The Font You Use Matters
Between your professional careers and your personal life, you may often have to write emails or create documents. However, the question becomes what font should I use? And does the font I use matter?
To answer your questions; yes it does! While stylish fonts are great to add a creative touch to your writing, the fonts that you use can affect the way someone perceives your message.
Printed word documents should use serif text. The word “serif” originates from the Latin alphabet meaning “foot”. The reason to use serif typefaces for printed documents is because these “feet” make it easier for the reader to read. The reader is able to read a printed document written in serif text much faster and is able to retain more information, than if the text was written in san-serif text. An example of serif text includes Times New Roman.
Printed word documents should use san-serif text. By contrast, “san-serif” means “no feet”, and thus this font does not have the small feet that the serif text has. The reason to use san-serif for electronic documents (emails, PowerPoints, word documents) is because it creates a much cleaner look for the reader. On a computer screen, it is more esthetic to use san-serif text rather than serif text. Using san-serif for electronic platforms creates faster reading and more retention for the reader. Examples of san-serif text includes Helvetica and Calibri.

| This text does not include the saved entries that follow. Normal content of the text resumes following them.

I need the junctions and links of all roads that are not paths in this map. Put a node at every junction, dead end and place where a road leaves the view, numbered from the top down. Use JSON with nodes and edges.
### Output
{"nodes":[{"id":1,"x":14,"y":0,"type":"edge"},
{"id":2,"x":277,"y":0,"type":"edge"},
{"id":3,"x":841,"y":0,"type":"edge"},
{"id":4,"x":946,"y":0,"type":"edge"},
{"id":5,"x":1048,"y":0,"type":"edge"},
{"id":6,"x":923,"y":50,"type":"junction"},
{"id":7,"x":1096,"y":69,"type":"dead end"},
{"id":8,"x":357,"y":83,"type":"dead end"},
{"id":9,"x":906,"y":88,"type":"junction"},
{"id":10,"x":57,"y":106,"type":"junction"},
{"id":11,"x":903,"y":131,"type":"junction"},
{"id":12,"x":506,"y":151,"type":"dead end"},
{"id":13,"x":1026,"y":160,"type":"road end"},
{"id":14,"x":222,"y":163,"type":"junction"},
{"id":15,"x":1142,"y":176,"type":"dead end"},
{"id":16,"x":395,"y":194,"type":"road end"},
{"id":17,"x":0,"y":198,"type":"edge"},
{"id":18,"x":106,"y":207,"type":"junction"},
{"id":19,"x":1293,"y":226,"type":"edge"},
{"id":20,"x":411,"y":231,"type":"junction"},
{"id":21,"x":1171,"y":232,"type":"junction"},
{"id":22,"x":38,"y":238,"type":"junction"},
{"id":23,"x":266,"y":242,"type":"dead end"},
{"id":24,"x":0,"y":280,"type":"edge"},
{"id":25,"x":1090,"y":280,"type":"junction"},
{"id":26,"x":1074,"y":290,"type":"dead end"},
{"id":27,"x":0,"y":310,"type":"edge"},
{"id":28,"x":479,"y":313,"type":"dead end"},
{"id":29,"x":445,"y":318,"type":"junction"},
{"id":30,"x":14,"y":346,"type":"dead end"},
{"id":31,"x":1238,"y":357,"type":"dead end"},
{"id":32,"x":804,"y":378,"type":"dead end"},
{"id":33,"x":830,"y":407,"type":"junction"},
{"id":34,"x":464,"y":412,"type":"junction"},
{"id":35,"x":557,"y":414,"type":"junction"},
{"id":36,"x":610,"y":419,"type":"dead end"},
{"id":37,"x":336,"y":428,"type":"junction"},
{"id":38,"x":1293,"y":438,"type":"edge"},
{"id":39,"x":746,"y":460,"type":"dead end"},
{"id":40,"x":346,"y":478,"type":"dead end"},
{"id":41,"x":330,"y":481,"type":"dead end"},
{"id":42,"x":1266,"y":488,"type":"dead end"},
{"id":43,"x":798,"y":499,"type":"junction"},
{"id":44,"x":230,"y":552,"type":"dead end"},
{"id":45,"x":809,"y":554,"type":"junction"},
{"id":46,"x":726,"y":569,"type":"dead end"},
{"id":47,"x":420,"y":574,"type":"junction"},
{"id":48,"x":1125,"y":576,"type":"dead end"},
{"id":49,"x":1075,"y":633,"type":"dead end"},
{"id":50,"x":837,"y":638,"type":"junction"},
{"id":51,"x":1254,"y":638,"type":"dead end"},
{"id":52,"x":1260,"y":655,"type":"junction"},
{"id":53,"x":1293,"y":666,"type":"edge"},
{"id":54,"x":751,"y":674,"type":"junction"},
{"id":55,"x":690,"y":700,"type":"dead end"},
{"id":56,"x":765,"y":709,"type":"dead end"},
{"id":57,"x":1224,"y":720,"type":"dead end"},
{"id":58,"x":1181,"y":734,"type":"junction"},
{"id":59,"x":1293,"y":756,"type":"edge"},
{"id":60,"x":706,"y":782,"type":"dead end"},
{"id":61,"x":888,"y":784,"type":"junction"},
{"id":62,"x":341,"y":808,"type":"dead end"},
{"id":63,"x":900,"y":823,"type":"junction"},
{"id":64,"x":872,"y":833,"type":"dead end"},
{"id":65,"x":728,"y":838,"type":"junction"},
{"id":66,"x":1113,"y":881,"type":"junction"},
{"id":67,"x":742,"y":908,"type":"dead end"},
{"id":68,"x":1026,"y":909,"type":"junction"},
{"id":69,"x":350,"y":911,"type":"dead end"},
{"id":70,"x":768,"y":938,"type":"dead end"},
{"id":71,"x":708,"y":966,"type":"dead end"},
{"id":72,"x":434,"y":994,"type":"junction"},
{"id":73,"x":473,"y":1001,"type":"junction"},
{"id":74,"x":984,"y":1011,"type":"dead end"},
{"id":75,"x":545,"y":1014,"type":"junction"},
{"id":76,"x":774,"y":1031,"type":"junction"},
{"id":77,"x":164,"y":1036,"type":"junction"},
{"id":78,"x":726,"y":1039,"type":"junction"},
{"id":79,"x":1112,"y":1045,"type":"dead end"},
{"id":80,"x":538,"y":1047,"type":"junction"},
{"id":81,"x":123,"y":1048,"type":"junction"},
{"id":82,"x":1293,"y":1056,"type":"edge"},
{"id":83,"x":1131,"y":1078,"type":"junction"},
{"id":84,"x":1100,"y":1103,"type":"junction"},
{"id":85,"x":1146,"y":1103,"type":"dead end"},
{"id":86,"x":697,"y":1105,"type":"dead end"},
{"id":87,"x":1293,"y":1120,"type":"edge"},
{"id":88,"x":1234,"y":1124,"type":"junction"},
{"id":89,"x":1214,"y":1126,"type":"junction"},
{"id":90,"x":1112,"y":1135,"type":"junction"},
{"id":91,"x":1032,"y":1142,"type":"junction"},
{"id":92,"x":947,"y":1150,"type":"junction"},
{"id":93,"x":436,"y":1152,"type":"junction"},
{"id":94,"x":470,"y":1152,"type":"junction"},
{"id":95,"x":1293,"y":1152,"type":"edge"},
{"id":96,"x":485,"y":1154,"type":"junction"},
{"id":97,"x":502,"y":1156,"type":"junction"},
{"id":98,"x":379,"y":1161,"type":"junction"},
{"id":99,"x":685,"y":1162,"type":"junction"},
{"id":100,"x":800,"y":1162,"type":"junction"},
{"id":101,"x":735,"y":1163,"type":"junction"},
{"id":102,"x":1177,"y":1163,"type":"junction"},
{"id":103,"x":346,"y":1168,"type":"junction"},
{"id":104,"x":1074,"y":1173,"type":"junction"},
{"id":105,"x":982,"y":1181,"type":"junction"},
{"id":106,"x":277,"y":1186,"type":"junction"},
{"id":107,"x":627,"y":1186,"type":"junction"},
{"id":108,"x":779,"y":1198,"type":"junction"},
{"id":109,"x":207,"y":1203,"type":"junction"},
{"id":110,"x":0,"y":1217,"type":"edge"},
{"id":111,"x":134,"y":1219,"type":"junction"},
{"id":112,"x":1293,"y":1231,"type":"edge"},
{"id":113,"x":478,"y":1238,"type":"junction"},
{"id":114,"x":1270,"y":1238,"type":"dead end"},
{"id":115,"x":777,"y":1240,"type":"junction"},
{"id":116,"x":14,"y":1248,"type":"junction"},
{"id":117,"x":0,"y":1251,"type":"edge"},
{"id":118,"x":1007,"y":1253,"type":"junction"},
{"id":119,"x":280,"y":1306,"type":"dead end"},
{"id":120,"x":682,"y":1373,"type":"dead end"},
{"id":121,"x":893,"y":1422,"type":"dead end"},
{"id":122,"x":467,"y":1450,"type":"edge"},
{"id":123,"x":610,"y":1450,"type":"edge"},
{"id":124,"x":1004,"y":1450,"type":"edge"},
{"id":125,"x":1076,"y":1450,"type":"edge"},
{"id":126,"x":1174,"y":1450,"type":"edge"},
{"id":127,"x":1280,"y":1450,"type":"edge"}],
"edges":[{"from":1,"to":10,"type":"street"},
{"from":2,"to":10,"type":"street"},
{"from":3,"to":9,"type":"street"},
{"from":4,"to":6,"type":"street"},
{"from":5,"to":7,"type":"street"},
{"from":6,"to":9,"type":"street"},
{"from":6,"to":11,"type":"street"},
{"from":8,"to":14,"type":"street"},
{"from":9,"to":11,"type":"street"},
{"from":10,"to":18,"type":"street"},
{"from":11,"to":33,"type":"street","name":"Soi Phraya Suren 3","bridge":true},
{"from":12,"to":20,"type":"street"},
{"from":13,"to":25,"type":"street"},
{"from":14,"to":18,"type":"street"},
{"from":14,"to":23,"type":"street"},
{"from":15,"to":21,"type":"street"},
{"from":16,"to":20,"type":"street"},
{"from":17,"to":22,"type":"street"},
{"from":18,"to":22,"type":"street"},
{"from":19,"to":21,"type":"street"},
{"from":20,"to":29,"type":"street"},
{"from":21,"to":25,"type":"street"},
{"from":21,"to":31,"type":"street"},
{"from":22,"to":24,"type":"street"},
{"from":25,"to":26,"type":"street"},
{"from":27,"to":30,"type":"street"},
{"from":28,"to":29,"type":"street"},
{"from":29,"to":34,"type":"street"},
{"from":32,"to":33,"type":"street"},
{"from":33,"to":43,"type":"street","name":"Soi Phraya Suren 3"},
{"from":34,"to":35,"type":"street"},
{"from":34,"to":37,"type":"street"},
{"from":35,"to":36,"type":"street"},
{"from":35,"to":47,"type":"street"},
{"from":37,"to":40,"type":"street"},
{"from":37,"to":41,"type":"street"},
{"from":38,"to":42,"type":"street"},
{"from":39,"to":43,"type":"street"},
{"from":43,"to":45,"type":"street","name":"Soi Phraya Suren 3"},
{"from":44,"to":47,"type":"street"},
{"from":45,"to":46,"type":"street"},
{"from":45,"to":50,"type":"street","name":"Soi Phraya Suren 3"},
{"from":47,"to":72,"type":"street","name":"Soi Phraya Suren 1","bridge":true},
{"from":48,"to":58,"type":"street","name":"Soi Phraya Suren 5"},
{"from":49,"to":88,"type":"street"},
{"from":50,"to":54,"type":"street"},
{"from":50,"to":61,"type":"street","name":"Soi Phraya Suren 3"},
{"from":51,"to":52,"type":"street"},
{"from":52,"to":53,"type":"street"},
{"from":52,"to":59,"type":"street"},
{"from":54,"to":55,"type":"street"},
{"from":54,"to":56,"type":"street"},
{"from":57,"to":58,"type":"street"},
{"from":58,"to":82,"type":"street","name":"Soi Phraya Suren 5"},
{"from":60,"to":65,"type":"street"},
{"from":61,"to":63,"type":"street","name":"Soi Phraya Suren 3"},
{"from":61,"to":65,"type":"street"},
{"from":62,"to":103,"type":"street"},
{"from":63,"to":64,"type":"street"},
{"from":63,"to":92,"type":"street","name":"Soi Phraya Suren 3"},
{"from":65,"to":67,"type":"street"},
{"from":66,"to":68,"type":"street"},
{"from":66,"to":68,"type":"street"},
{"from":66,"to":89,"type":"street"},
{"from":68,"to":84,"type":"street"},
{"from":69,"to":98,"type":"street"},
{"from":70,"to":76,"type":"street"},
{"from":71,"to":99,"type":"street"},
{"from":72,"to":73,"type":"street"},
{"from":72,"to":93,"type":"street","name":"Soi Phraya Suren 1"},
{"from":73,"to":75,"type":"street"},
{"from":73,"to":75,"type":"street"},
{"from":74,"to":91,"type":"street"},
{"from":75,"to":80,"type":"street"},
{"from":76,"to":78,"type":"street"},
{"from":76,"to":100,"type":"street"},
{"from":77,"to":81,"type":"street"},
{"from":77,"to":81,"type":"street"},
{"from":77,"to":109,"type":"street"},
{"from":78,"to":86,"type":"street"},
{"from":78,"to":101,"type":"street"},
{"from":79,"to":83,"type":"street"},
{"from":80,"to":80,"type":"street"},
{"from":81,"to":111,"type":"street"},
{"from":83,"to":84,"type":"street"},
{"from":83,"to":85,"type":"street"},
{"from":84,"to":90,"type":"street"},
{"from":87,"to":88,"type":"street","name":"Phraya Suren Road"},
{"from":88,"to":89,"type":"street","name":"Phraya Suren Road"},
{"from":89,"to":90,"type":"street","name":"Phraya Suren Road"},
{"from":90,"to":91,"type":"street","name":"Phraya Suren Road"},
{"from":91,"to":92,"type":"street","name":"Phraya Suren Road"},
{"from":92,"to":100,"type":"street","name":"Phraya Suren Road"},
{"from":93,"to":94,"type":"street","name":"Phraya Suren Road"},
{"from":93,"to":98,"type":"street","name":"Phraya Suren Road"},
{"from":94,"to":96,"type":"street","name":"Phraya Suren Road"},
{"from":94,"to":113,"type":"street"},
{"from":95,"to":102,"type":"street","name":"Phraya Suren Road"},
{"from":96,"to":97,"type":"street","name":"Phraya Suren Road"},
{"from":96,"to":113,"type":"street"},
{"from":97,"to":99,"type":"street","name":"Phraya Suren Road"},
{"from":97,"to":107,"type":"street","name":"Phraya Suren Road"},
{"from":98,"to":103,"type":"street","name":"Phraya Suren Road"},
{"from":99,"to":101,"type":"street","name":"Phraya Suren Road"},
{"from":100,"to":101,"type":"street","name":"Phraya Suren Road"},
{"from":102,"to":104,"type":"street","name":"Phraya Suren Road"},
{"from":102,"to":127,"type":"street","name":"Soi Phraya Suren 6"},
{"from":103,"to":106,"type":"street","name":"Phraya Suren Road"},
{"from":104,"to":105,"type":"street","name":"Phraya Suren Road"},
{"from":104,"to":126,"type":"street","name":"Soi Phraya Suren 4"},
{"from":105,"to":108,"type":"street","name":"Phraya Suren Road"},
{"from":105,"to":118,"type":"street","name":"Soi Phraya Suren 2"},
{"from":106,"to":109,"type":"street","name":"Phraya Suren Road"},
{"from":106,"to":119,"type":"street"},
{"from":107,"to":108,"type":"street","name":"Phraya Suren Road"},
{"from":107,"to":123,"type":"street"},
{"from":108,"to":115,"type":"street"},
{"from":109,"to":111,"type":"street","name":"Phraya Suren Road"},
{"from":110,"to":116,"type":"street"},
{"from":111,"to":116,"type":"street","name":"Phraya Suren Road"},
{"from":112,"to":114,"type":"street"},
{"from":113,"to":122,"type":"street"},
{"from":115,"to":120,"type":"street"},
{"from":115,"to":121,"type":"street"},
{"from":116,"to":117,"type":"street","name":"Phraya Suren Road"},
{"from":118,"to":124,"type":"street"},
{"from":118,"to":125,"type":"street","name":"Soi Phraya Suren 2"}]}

Use serif text for any documents you print.
Use san-serif text for any for electronic communication.
Don’t worry, it’s not the end of the world if you have used the wrong type face for the wrong form of communication. However, you have now learned that these type faces are specifically designed for different forms of communication. By mastering something as simple as what type face to use and when, in the long run, it will make you better communicator.